Note that create_tool_def() may not create perfect
results, so you must review the generated code before using it. But it
is a huge time-saver nonetheless, and removes the tedious boilerplate
generation you’d have to do otherwise.
That’s all we need to do! Let’s retry our query:
chat$chat("How long ago exactly was the moment Neil Armstrong touched down on the moon?")
#> Neil Armstrong touched down on the moon on July 20, 1969, at 20:17 UTC.
#>
#> To calculate the time elapsed from that moment until the current time (September 18, 2024, 17:47:19
#> UTC), we need to break it down.
#>
#> 1. From July 20, 1969, 20:17 UTC to July 20, 2024, 20:17 UTC is exactly 55 years.
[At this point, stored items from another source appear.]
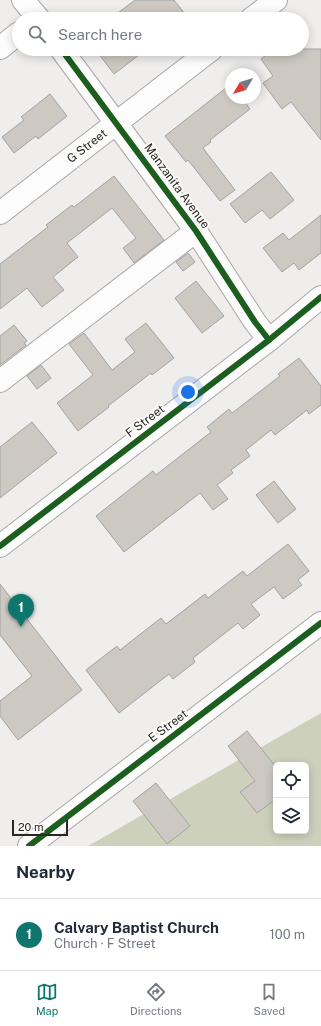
<!DOCTYPE html>
<meta charset="utf-8">
<style>
body{margin:0;font-family:"Public Sans",sans-serif;background:#f2f2f3;color:#1f2937}
.controls{position:absolute;right:12px;bottom:12px;display:grid;overflow:hidden;border-radius:6px;box-shadow:0 2px 10px #0003}
.controls button{width:36px;height:36px;display:grid;place-items:center;padding:0;border:0;border-bottom:1px solid #e0e1e3;background:#fff;color:#1f2937;font:20px sans-serif}
.compass{position:absolute;left:225px;top:68px;width:36px;height:36px;border-radius:50%;background:#fff;box-shadow:0 2px 10px #0003;rotate:232deg}
.scale{position:absolute;left:12px;bottom:10px;width:56px;box-sizing:border-box;padding-left:4px;border:2px solid #282827;border-top:0;font-size:11px;line-height:14px;white-space:nowrap;color:#282827;-webkit-text-stroke:3px #fdfcf9;paint-order:stroke}
.you{position:absolute;left:188px;top:392px;width:14px;height:14px;margin:-10px;border:3px solid #fff;border-radius:50%;background:#1a73e8;box-shadow:0 0 0 6px #1a73e833}
.badge{display:grid;place-items:center;width:26px;height:26px;border-radius:50%;background:#0f766e;color:#fff;font-size:13px;font-weight:700}
.pin{position:absolute;translate:-50% -33px;filter:drop-shadow(0 1px 2px #0008)}
.pin::after{content:'';position:absolute;top:21px;width:14px;height:12px;background:inherit;clip-path:polygon(0 0,100% 0,50% 100%)}
.list{margin:0;padding:0;list-style:none}
h2{display:flex;justify-content:space-between;align-items:center;height:52px;margin:0;padding:0 16px;font-size:17px}
h2 small{font-size:13px;font-weight:400;color:#747a83}
.list li{display:grid;grid-template-columns:26px 1fr auto;gap:12px;align-items:center;box-sizing:border-box;height:72px;padding:0 16px;border-top:1px solid #e0e1e3}
.list b{display:block;font-size:15px;white-space:nowrap}
.list p{margin:0;font-size:13px;white-space:nowrap;color:#747a83}
.list em{font-size:13px;font-style:normal;color:#747a83}
.icon{flex:none;width:22px;height:22px;fill:none;stroke:currentColor;stroke-width:2;stroke-linecap:round;stroke-linejoin:round}
.map{position:relative;flex:none;width:321px;height:846px;overflow:hidden}
.search{position:absolute;background:#fff;box-shadow:0 2px 10px #0003;left:12px;right:12px;top:12px;height:44px;display:flex;align-items:center;gap:10px;box-sizing:border-box;padding:0 14px;border-radius:22px;color:#747a83;font-size:15px}
.sheet{height:124px;background:#fff}
nav{display:flex;justify-content:space-around;align-items:center;box-sizing:border-box;height:56px;border-top:1px solid #e0e1e3;background:#fff;font-size:11px;color:#747a83}
nav a{display:grid;justify-items:center;gap:2px}
nav .on{color:#0f766e}
.map>svg:first-child{display:block}
.forest{fill:#cdd1bc;fill-rule:evenodd}
.building{fill:#cdc8c2;stroke:#a4a3a2}
.lines{fill:none;stroke-linecap:round;stroke-linejoin:round}
.minor-casing{stroke:#a8a7a6;stroke-width:24}
.minor{stroke:#fdfcfc;stroke-width:22}
.cycleway-casing{stroke:#fdfcf9;stroke-width:8}
.cycleway{stroke:#1b5e20;stroke-width:6}
.labels{text-anchor:middle;dominant-baseline:central;stroke-width:4;stroke-linejoin:round;paint-order:stroke}
.street-label{font-size:12px;fill:#282827;stroke:#fdfcf9}
</style>
<div class="map">
<svg width="321" height="846" viewBox="0 0 321 846">
<rect width="100%" height="100%" fill="#efeeed"/>
<path class="forest" d="M321 713V846H88ZM276 765H306V831H276Z"/>
<g class="building">
<polygon points="135,0 174,0 189,19 110,19"/>
<polygon points="95,49 147,49 114,74"/>
<polygon points="274,49 321,49 321,140 291,102 282,109 263,83 273,76 261,59"/>
<polygon points="231,84 231,98 242,98 250,109 210,140 211,142 203,148 235,190 220,201 188,160 186,162 165,136"/>
<polygon points="50,94 67,116 38,139 36,136 14,153 2,137 24,120 21,117"/>
<polygon points="271,172 294,200 270,219 262,210 245,223 230,204"/>
<polygon points="114,176 164,240 134,263 123,248 136,238 112,208 67,243 78,257 53,277 64,290 42,307 27,288 0,309 0,264 48,227 46,225 72,205 74,207"/>
<polygon points="321,215 321,253 299,270 294,263 282,272 263,248 283,233 289,240"/>
<polygon points="188,253 195,262 183,271 176,262"/>
<polygon points="196,281 224,316 202,333 175,298"/>
<polygon points="146,323 174,358 152,375 151,373 108,406 109,407 78,431 57,403 93,375 69,344 84,333 112,370 135,352 125,339"/>
<polygon points="14,325 27,341 24,343 26,345 0,365 0,336"/>
<polygon points="299,358 321,386 321,405 309,414 307,410 275,435 271,430 246,450 250,456 231,470 233,473 217,485 228,499 213,510 200,493 124,552 96,516 153,471 156,475 211,432 207,427 229,409 232,413 280,376 278,374"/>
<polygon points="41,365 51,378 37,389 27,376"/>
<polygon points="32,422 57,453 0,498 0,447"/>
<polygon points="274,481 296,509 278,523 256,495"/>
<polygon points="288,544 309,571 298,580 302,585 283,599 274,587 251,604 260,615 243,629 238,623 193,658 195,662 173,679 169,674 119,713 86,670 117,646 120,650 161,618 166,624 205,594 208,598 243,571 247,576"/>
<polygon points="0,584 82,690 18,740 0,716 0,701 32,676 0,635"/>
<polygon points="247,731 276,767 276,799 257,813 240,792 255,781 228,746"/>
<polygon points="156,783 190,826 167,844 133,801"/>
</g>
<g class="lines">
<g class="minor-casing">
<g id="minor">
<polyline points="23,0 39,19"/>
<polyline points="251,19 276,0"/>
<polyline points="0,48 19,33"/>
<polyline points="61,49 196,231 255,322 269,340"/>
<polyline points="0,213 212,49"/>
<polyline points="0,381 196,231"/>
<polyline points="0,546 269,340 321,297"/>
<polyline points="29,846 321,623"/>
</g>
</g>
<use href="#minor" class="minor"/>
<g class="cycleway-casing">
<g id="cycleway">
<polyline points="61,49 196,231 255,322 269,340"/>
<polyline points="0,546 269,340 321,297"/>
<polyline points="29,846 321,623"/>
</g>
</g>
<use href="#cycleway" class="cycleway"/>
</g>
<g class="labels">
<g class="street-label">
<text transform="translate(87 146) rotate(-38)">G Street</text>
<text transform="translate(177 186) rotate(54)">Manzanita Avenue</text>
<text transform="translate(145 421) rotate(-37)">F Street</text>
<text transform="translate(168 726) rotate(-37)">E Street</text>
</g>
</g>
</svg>
<div class="controls">
<button><svg class="icon" aria-label="locate" viewBox="0 0 24 24"><circle cx="12" cy="12" r="6"/><path d="M12 2v4M12 18v4M2 12h4M18 12h4"/></svg></button>
<button><svg class="icon" aria-label="layers" viewBox="0 0 24 24"><path d="M12 4l9 5-9 5-9-5zM3 14l9 5 9-5"/></svg></button>
</div>
<svg class="compass" viewBox="-18 -18 36 36"><path d="M0-13l5 13h-10z" fill="#e53935"/><path d="M0 13l5-13h-10z" fill="#747a83"/></svg>
<div class="scale">20 m</div>
<div class="you"></div>
<div class="pin badge" style="left:21px;top:627px">1</div>
<div class="search"><svg class="icon" aria-label="search" viewBox="0 0 24 24"><circle cx="10" cy="10" r="6"/><path d="M15 15l6 6"/></svg>Search here</div>
</div>
<section class="sheet">
<h2>Nearby<small></small></h2>
<ul class="list">
<li><span class="badge">1</span><div><b>Calvary Baptist Church</b><p>Church · F Street</p></div><em>100 m</em></li>
</ul>
</section>
<nav>
<a class="on"><svg class="icon" aria-label="map" viewBox="0 0 24 24"><path d="M3 6l6-2 6 2 6-2v14l-6 2-6-2-6 2zM9 4v14M15 6v14"/></svg>Map</a>
<a><svg class="icon" aria-label="directions" viewBox="0 0 24 24"><path d="M12 3l9 9-9 9-9-9zM9 14v-3h6M13 9l2 2-2 2"/></svg>Directions</a>
<a><svg class="icon" aria-label="saved" viewBox="0 0 24 24"><path d="M7 4h10v16l-5-4-5 4z"/></svg>Saved</a>
</nav>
#> 2. From July 20, 2024, 20:17 UTC to September 18, 2024, 17:47:19 UTC, we need to further break down:
#>
#>    - From July 20, 2024, 20:17 UTC to September 18, 2024, 17:47:19 UTC, which is:
#>      - 1 full month (August)
#>      - 30 – 20 = 10 days of July
#>      - 18 days of September until 17:47:19 UTC
#>
#> So, in detail:
#>    - 55 years
#>    - 1 month
#>    - 28 days
#>    - From July 20, 2024, 20:17 UTC to July 20, 2024, 17:47:19 UTC: 23 hours, 30 minutes, and 19 seconds
#>
#> Time Total:
#> - 55 years
#> - 1 month
#> - 28 days
#> - 23 hours
#> - 30 minutes
#> - 19 seconds
#>
#> This is the exact time that has elapsed since Neil Armstrong's historic touchdown on the moon.That’s correct! Without any further guidance, the chat model decided to call our tool function and successfully used its result in formulating its response.
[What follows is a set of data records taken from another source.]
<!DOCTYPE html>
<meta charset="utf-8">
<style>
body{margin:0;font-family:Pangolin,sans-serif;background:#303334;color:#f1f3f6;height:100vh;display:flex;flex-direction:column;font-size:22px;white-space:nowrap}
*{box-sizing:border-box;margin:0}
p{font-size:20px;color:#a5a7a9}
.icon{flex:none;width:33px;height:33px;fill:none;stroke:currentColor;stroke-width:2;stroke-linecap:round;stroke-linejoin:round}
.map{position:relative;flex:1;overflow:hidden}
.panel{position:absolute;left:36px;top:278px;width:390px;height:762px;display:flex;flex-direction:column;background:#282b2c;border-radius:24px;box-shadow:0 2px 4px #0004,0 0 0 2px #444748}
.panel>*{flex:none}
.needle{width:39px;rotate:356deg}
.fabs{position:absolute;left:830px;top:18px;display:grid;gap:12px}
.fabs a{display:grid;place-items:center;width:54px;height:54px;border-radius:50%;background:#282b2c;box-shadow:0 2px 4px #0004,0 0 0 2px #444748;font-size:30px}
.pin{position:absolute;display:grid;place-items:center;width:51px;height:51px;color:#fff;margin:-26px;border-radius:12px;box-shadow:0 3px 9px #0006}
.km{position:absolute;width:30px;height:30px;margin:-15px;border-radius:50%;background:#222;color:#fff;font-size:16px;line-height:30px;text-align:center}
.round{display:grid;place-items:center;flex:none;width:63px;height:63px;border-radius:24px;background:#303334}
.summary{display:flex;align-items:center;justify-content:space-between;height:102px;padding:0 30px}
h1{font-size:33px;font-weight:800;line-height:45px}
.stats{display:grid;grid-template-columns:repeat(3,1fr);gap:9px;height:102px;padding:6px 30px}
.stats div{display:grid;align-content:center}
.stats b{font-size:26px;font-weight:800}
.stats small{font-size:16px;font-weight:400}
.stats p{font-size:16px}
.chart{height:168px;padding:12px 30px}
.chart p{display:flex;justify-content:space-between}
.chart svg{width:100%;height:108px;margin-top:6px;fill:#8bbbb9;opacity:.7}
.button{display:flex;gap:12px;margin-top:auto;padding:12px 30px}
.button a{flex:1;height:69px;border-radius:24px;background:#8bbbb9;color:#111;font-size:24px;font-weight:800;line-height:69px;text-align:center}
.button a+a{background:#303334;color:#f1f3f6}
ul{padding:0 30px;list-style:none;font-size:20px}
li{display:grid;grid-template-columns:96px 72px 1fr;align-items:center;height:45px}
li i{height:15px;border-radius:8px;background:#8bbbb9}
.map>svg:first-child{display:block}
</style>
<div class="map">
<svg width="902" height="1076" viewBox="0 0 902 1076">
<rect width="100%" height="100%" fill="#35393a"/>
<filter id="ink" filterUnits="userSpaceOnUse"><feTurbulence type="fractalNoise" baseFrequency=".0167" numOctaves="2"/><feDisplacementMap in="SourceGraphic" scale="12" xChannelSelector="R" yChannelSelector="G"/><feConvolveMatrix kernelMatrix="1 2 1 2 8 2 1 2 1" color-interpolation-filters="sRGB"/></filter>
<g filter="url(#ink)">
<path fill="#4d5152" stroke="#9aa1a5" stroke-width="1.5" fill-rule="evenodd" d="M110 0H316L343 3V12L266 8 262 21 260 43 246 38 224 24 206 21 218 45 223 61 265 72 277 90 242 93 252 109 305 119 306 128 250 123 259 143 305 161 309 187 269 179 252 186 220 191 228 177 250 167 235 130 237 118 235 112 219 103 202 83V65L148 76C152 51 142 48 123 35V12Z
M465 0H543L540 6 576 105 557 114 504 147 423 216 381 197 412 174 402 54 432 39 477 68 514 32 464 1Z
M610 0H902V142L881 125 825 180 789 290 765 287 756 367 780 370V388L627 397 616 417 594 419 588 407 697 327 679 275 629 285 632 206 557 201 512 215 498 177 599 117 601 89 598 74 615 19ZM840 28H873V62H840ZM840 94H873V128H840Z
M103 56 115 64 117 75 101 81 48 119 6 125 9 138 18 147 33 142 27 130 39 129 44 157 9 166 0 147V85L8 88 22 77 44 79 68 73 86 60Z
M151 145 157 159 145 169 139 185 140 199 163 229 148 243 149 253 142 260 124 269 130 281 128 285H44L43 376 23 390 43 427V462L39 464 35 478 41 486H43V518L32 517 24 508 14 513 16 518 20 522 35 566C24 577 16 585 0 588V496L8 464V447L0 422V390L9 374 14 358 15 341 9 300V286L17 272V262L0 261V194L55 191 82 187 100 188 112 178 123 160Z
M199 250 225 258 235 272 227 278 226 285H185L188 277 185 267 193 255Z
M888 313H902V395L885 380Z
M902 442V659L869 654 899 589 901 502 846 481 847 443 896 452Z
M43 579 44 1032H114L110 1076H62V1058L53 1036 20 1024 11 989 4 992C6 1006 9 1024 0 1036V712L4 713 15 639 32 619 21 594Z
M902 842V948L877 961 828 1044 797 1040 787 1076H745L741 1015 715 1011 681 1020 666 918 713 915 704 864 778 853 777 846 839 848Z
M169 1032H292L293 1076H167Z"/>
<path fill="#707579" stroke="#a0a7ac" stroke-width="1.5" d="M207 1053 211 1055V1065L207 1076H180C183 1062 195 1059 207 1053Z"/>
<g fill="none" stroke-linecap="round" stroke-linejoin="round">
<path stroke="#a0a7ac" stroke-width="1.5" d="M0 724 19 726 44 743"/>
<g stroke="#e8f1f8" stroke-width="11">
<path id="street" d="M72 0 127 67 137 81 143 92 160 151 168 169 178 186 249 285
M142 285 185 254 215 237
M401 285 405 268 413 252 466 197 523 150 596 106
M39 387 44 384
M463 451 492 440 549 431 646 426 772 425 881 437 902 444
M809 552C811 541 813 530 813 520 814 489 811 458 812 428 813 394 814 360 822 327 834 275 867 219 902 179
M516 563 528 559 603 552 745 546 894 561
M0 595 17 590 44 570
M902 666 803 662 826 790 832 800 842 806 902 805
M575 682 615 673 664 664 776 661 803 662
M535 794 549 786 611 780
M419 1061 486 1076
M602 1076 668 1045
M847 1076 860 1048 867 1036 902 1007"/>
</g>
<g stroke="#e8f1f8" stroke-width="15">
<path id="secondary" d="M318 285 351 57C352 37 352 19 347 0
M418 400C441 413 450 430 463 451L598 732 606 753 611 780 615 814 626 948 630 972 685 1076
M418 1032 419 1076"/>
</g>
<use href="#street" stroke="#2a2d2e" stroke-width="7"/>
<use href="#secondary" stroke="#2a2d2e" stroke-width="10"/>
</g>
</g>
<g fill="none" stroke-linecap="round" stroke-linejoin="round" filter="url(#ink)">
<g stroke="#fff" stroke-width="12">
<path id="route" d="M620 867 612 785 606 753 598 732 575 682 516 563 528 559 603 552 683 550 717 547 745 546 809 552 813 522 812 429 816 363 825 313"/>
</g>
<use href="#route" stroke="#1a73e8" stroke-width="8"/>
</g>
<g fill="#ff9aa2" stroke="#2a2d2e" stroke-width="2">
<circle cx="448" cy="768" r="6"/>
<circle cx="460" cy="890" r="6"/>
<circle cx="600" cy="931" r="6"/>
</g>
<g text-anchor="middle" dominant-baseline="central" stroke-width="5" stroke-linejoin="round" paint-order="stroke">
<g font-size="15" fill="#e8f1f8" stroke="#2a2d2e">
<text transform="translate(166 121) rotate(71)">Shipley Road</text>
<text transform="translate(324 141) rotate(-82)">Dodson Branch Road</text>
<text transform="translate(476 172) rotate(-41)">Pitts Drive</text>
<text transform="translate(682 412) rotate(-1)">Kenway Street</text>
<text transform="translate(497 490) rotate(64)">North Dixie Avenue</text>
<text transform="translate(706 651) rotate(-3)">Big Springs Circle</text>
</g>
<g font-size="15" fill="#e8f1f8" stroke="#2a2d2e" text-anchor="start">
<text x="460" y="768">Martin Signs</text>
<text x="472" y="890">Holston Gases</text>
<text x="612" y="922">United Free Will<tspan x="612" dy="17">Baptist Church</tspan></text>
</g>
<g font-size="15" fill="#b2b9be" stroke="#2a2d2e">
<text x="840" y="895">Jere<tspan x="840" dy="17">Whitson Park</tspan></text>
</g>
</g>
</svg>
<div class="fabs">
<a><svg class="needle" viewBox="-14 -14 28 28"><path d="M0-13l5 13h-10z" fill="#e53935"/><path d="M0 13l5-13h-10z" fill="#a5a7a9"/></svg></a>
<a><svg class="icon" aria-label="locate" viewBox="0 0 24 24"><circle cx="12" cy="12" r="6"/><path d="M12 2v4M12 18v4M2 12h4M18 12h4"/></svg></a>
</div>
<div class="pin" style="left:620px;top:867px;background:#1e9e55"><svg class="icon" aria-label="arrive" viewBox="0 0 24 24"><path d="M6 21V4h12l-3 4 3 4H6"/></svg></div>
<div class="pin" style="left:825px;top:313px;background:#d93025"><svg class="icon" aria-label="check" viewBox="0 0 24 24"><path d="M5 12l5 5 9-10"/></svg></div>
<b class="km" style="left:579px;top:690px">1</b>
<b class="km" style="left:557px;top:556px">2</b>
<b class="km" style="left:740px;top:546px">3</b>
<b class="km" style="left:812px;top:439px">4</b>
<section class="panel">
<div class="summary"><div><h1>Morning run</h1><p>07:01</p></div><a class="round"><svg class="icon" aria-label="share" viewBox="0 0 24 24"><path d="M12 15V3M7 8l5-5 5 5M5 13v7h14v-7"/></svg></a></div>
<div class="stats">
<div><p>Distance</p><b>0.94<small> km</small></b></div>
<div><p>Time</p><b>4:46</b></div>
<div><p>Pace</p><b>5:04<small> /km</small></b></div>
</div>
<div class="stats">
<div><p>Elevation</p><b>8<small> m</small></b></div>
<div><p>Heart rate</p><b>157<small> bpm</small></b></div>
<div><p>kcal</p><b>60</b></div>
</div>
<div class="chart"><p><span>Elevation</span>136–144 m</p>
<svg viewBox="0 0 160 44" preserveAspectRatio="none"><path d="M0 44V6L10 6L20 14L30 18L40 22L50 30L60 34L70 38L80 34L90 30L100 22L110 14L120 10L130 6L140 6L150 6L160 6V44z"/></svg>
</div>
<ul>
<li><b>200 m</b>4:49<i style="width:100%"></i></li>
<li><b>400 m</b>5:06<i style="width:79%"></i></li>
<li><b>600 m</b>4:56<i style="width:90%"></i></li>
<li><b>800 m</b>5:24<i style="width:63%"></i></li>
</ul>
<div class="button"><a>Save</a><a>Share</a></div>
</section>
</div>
(Full disclosure: I originally tried this example with the default
model of gpt-4o-mini and it got the tool calling right but
the date math wrong, hence the explicit
model="gpt-4o".)
This tool example was extremely simple, but you can imagine doing much more interesting things from tool functions: calling APIs, reading from or writing to a database, kicking off a complex simulation, or even calling a complementary GenAI model (like an image generator). Or if you are using ellmer in a Shiny app, you could use tools to set reactive values, setting off a chain of reactive updates.
Remember that tool arguments come from the LLM, and tool results are returned to the LLM. This implies that you should keep both as simple as possible.
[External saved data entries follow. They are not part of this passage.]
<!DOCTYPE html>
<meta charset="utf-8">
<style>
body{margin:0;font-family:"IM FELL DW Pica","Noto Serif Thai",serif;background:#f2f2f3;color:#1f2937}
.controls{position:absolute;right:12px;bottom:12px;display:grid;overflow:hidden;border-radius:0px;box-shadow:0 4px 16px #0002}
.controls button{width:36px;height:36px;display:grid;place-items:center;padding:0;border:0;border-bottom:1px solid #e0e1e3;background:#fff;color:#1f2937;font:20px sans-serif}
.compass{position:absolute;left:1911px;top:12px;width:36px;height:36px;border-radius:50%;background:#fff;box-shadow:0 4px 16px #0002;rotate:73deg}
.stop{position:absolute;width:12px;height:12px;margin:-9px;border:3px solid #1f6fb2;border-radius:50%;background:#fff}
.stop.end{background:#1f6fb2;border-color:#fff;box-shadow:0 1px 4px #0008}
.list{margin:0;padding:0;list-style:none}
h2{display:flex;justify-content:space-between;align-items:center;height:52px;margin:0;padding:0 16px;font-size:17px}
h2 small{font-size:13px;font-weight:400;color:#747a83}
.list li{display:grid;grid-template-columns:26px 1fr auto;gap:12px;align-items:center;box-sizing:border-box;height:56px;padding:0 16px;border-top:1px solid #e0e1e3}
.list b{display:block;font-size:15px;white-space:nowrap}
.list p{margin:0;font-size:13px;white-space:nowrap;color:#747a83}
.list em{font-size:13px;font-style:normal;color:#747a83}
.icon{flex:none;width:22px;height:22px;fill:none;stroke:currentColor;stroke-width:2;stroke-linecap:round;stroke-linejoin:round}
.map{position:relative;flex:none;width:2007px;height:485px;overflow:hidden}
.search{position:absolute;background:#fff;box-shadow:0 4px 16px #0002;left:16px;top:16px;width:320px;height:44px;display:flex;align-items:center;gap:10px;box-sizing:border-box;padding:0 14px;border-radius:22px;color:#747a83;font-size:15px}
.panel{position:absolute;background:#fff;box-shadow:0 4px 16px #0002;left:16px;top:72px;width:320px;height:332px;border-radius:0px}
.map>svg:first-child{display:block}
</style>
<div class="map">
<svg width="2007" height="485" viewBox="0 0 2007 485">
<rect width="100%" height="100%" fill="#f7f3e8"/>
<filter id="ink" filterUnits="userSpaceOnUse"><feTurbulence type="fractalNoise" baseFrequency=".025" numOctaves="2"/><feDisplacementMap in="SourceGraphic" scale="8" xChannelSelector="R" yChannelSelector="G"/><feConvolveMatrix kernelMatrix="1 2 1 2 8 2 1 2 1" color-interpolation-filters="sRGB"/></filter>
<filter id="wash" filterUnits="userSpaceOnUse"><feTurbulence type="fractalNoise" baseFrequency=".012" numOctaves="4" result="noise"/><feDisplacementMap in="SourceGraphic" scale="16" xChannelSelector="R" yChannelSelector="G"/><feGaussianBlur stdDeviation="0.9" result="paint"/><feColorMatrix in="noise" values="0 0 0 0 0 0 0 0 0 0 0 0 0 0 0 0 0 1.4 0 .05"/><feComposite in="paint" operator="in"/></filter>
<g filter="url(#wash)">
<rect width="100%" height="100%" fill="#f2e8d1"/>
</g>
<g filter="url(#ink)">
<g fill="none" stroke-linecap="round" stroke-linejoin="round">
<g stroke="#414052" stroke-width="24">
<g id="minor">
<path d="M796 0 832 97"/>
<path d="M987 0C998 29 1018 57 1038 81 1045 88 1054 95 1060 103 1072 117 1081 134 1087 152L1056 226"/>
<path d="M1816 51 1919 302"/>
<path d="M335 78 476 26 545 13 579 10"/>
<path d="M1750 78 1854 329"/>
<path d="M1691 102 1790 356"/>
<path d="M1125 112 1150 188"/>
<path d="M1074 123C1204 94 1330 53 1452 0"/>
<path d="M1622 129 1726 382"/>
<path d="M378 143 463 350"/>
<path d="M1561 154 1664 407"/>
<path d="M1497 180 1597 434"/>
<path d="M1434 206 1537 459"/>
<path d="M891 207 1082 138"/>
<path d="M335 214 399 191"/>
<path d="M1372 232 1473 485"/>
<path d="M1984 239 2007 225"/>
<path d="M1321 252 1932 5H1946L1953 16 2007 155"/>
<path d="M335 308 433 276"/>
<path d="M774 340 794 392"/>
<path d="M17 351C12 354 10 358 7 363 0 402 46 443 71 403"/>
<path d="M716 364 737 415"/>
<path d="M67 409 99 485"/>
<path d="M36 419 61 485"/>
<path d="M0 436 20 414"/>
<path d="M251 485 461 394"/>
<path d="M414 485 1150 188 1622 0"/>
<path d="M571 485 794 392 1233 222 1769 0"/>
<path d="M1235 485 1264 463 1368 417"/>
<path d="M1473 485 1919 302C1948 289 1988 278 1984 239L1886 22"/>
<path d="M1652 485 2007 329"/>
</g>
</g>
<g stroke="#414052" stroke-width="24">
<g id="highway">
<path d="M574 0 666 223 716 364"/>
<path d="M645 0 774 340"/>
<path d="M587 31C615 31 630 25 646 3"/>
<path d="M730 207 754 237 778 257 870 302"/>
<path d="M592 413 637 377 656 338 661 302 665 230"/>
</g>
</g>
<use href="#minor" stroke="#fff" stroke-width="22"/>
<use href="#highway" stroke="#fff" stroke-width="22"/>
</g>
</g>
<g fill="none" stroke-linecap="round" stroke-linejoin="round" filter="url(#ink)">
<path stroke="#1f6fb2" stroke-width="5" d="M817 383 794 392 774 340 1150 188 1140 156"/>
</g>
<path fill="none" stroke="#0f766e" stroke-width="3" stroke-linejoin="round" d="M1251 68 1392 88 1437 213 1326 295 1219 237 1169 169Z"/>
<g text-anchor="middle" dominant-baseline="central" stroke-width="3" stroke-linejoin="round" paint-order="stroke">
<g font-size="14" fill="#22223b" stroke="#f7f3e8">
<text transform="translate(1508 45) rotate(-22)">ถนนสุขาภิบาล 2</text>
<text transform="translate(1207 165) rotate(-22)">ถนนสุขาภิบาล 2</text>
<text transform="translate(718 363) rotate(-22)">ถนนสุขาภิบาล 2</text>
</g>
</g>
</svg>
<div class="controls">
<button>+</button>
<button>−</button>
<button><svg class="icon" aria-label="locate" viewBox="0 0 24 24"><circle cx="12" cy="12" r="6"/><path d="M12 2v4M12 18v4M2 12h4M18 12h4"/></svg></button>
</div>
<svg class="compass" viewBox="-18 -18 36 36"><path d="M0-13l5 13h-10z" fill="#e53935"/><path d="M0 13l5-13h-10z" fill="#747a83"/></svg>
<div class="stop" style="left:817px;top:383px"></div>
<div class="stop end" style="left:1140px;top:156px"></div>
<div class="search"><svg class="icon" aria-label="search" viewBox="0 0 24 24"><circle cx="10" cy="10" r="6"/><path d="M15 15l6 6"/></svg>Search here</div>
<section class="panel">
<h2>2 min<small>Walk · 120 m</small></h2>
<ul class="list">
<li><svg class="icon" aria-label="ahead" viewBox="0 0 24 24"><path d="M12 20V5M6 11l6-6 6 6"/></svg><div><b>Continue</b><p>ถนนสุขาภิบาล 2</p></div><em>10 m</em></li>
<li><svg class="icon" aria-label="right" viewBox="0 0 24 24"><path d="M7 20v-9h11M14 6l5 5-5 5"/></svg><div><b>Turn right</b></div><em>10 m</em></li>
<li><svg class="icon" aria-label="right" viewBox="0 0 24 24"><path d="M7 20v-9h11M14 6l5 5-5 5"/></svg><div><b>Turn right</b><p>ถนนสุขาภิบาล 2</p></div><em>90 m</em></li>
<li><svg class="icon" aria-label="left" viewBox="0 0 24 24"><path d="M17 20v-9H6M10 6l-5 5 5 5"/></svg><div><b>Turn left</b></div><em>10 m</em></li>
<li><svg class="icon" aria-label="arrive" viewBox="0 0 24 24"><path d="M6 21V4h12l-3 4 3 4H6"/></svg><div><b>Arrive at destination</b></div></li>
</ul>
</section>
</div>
Inputs to a tool call, must be defined by
type_boolean(), type_integer(),
type_number(), type_string(),
type_enum(), type_array(), or
type_object(). We recommend keeping them as simple as
possible, focussing on basic scalar types as much as you can.
The output of the tool call will be interpreted by the LLM, just as if you had typed that information into the data. That means you’ll generally want to produce text or other atomic vectors. For more complex data, ellmer will automatically serialize the result to JSON, which LLMs generally seem to be good at understanding.
To show off these ideas, here’s a slightly more complicated example
simulating a weather API that returns data for multiple cities at once.
The get_weather() function returns a data frame that ellmer
will automatically convert into JSON in row-major format, which our
experiments suggest is good for LLMs.
raining <- c(London = "heavy", Houston = "none", Chicago = "overcast")
temperature <- c(London = "cool", Houston = "hot", Chicago = "warm")
wind <- c(London = "strong", Houston = "weak", Chicago = "strong")
get_weather <- function(cities) {
  data.frame(
    city = cities,
    raining = unname(raining[cities]),
    temperature = unname(temperature[cities]),
    wind = unname(wind[cities])
  )
}
chat <- chat_openai()
#> Using model = "gpt-4.1".
chat$register_tool(tool( 
  get_weather,
  "Report on weather conditions in multiple cities. For efficiency, request all 
  weather updates using a single tool call",
  cities = type_array("City names", type_string())
))
chat$chat("Give me a weather udpate for London and Chicago")
#> ◯ [tool call] get_weather(cities = list("London", "Chicago"))
#> ● #> [{"city":"London","raining":"heavy","temperature":"cool","wind":"strong"}…
#> Here is the weather update:
#> 
#> - London: It's currently raining heavily, the temperature is cool, and there 
#> are strong winds.
#> - Chicago: The weather is overcast, it's warm, and strong winds are present.